■ What is needed: A bare number is the expected answer: the count of lines in the records that contain the word "Colorado".
[Records provided — start]
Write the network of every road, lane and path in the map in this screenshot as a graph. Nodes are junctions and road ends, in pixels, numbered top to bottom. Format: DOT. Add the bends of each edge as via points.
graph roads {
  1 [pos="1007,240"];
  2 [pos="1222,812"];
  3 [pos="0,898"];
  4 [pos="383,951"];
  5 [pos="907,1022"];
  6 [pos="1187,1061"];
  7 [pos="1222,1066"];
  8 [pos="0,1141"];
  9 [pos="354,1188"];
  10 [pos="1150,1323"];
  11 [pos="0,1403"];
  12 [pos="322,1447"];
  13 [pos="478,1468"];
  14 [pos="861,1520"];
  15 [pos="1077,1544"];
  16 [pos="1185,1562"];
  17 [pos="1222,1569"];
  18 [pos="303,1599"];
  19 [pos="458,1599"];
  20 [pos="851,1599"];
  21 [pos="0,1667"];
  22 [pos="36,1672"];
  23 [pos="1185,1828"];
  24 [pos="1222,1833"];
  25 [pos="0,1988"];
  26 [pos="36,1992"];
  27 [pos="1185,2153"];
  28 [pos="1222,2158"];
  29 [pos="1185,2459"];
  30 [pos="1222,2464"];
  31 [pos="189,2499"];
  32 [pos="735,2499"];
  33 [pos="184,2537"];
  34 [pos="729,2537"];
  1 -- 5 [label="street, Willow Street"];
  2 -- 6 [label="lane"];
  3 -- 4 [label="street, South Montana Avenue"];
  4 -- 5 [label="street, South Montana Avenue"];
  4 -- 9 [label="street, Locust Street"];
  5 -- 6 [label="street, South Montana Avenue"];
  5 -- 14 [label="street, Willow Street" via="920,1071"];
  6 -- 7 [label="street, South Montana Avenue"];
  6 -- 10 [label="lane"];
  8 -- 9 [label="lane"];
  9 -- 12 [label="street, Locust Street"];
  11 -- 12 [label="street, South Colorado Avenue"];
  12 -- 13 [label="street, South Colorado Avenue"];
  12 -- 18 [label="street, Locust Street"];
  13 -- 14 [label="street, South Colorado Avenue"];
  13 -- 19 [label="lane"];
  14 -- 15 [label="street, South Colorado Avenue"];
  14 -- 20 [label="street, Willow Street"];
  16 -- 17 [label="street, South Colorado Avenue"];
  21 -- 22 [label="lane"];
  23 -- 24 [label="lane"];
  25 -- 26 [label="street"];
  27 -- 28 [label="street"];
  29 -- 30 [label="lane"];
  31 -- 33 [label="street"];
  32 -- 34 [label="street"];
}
[Records provided — finish]
■ Expected answer: 5